# Nigi people opinions please!



## loveallgoats (Jan 29, 2009)

I was going to wait unitil fall to really start looking for a nigi buck but I found one about a week ago that was a steal of a deal! I paid half for him in order to pick him up and bring home and then next month I will pay the other half and get his papers. He is up to date on all shots, CAE neg. and registered with the NDGA and AGS. He is sweet as can be and walks on a leash so well! I would love your opinions on him. Please be honest  Anyway here he is. Meet Red Lotus MD Samuri Jack





































with Willow(so upset with myself. I think she is preggers to my La mancha buck as I didnt think I would be getting a nigi until fall. Still a hope though that he didnt breed her.)


----------



## Thanatos (Mar 16, 2009)

He's nice I really like his look. but I am not a nigie perso per say.... yet :greengrin:


----------



## loveallgoats (Jan 29, 2009)

Thank you!


----------



## jdgray716 (Aug 8, 2008)

I really like him. I bet you will get som nice kids from him. And such a combo on the coat, long and short? Wonder what that will bring? 

I think he is a doll. Then again I have Myotonics and know the meat breeds more then anything. LOL

Congrats on such a beautiful boy.


----------



## loveallgoats (Jan 29, 2009)

Thank you! He has had 3kids so far with his previous owner and they are STUNNING! One is a black and white like him with just a little more black and has blue eyes! Can not wait to get another nigi doe and see more of his kids!


----------



## SDK (Jun 26, 2008)

she's got fairly nice goats.. though i cannot remember who his parents were...

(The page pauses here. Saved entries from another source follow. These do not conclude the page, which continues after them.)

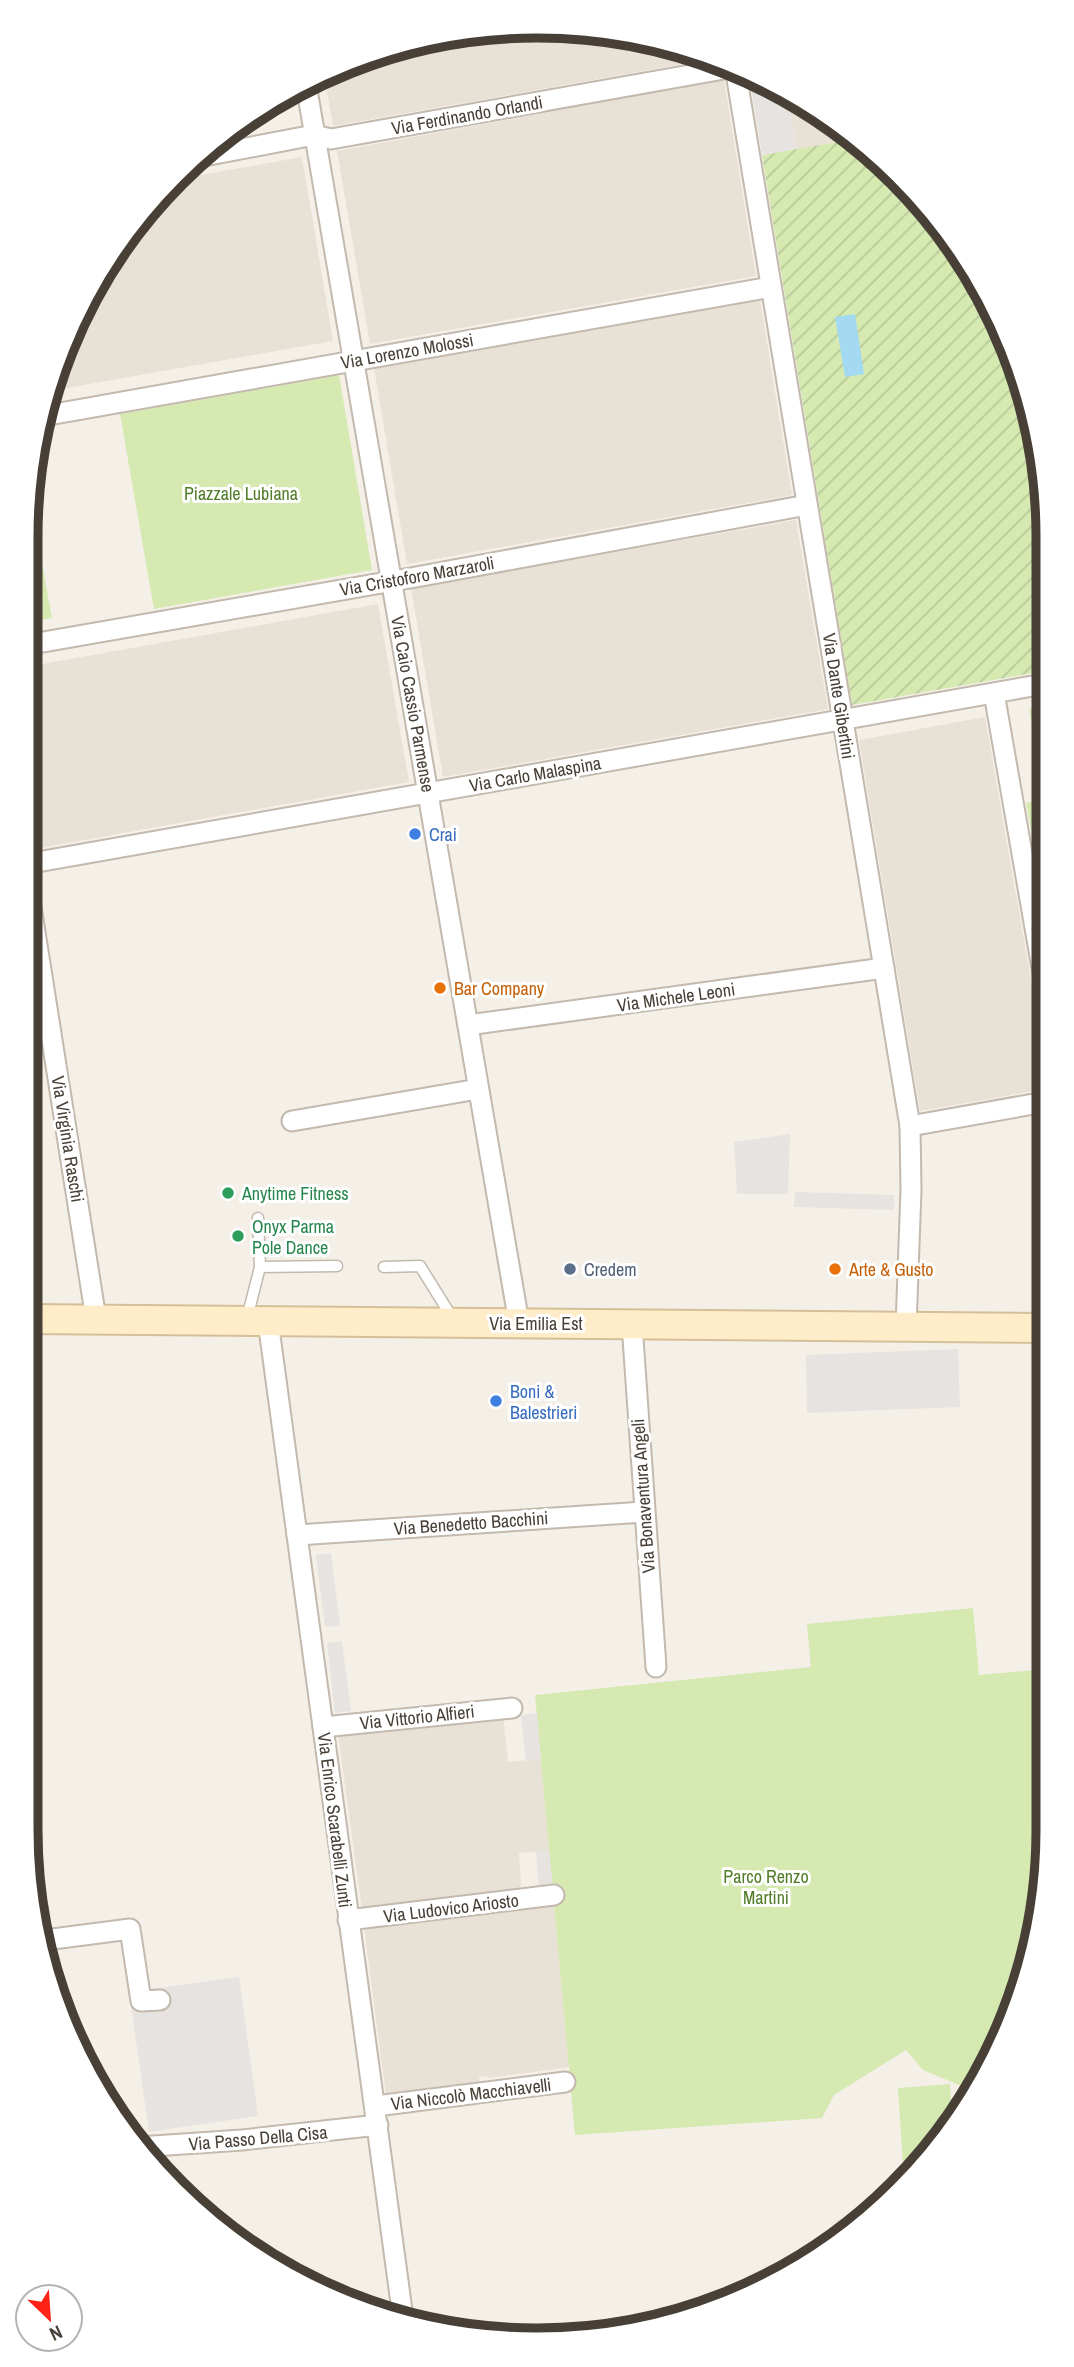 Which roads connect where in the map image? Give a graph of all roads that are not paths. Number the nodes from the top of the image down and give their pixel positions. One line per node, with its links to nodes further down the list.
1 (713, 71): 4 (street, Via Ferdinando Orlandi)
2 (737, 80): 6 (street, Via Dante Gibertini)
3 (308, 95): 4 (street, Via Caio Cassio Parmense)
4 (314, 135): 5 (street, Via Ferdinando Orlandi); 7 (street, Via Caio Cassio Parmense)
5 (220, 153)
6 (771, 286): 7 (street, Via Lorenzo Molossi); 9 (street, Via Dante Gibertini)
7 (355, 360): 8 (street, Via Lorenzo Molossi); 10 (street, Via Caio Cassio Parmense)
8 (54, 414)
9 (807, 505): 10 (street, Via Cristoforo Marzaroli); 14 (street, Via Dante Gibertini)
10 (393, 580): 11 (street, Via Cristoforo Marzaroli); 15 (street, Via Caio Cassio Parmense)
11 (38, 643)
12 (1036, 685): 13 (street, Via Carlo Malaspina)
13 (994, 693): 14 (street, Via Carlo Malaspina); 17 (street)
14 (843, 720): 15 (street, Via Carlo Malaspina); 19 (street, Via Dante Gibertini)
15 (429, 793): 16 (street, Via Carlo Malaspina); 20 (street, Via Caio Cassio Parmense)
16 (38, 862)
17 (1036, 933)
18 (38, 951): 30 (street, Via Virginia Raschi)
19 (884, 968): 20 (street, Via Michele Leoni); 24 (street, Via Dante Gibertini)
20 (468, 1025): 21 (street, Via Caio Cassio Parmense)
21 (478, 1089): 23 (street); 33 (street, Via Caio Cassio Parmense)
22 (1036, 1104): 24 (street)
23 (292, 1121)
24 (910, 1126): 35 (street, Via Dante Gibertini)
25 (258, 1218): 27 (lane)
26 (337, 1266): 27 (lane)
27 (260, 1267): 31 (lane)
28 (384, 1267): 32 (lane)
29 (38, 1319): 30 (main road, Via Emilia Est)
30 (96, 1320): 31 (main road, Via Emilia Est)
31 (257, 1321): 32 (main road, Via Emilia Est); 38 (street, Via Enrico Scarabelli Zunti)
32 (456, 1323): 33 (main road, Via Emilia Est)
33 (519, 1323): 34 (main road, Via Emilia Est)
34 (632, 1324): 35 (main road, Via Emilia Est); 37 (street, Via Bonaventura Angeli)
35 (906, 1327): 36 (main road, Via Emilia Est)
36 (1036, 1328)
37 (644, 1512): 38 (street, Via Benedetto Bacchini); 39 (street, Via Bonaventura Angeli)
38 (297, 1535): 41 (street, Via Enrico Scarabelli Zunti)
39 (656, 1667)
40 (512, 1708): 41 (street, Via Vittorio Alfieri)
41 (323, 1727): 43 (street, Via Enrico Scarabelli Zunti)
42 (554, 1895): 43 (street, Via Ludovico Ariosto)
43 (348, 1920): 47 (street, Via Enrico Scarabelli Zunti)
44 (51, 1939): 45 (street)
45 (160, 2000)
46 (565, 2082): 47 (street, Via Niccolò Macchiavelli)
47 (377, 2116): 48 (street, Via Passo Della Cisa); 49 (street, Via Enrico Scarabelli Zunti)
48 (152, 2146)
49 (402, 2310)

the only thing i dont like is how low her udders sit on the goats


----------



## liz (Oct 5, 2007)

Very flashy boy! He looks to be level along his topline with a nice rump and straight toes.

I too hope that your LaMancha didn't get her...thoise kids would be too big for her to safely deliver.


----------



## kelebek (Oct 5, 2007)

What a gorgeous boy! Congrats!

He looks to be pretty nice in conformation from what I can see.

I do have to agree with Liz though - I hope that she didn't settle with the lamancha buck. The rule of thumb is that if you breed a miniture to a standard - you want to make sure that the larger is the doe so that they can safely deliver the kids...... not trying to scare you - just wanting to let you know.


----------



## loveallgoats (Jan 29, 2009)

Thank you for the replys! My La mancha is quite small. Not much bigger than her. He is suspose to be pure but I believe he likly has dwarf in him too. But none the less, I can't wait to see the babies with these two and get a few more reg. dwarf does. Thanks!


----------



## KW Farms (Jun 21, 2008)

He is a beauty! I really like him!


----------



## RowdyKidz (Apr 2, 2009)

Very nice! He's very pretty! :thumb: :greengrin:


----------



## capriola-nd (Jul 6, 2008)

I like him too. He looks nice and dairy. I know nothing of those bloodlines though. . .


----------



## loveallgoats (Jan 29, 2009)

Thank you! I still cant believe I own him LOL! I found a website that has his half sister on it(same dad) and her kids are priced really high! Now I am saving some money to buy a few more reg. nigi does. I never really liked the nigi's until I ended up with willow and now I just adore them! I guess I am hooked. Thanks for the nice comments on him.


----------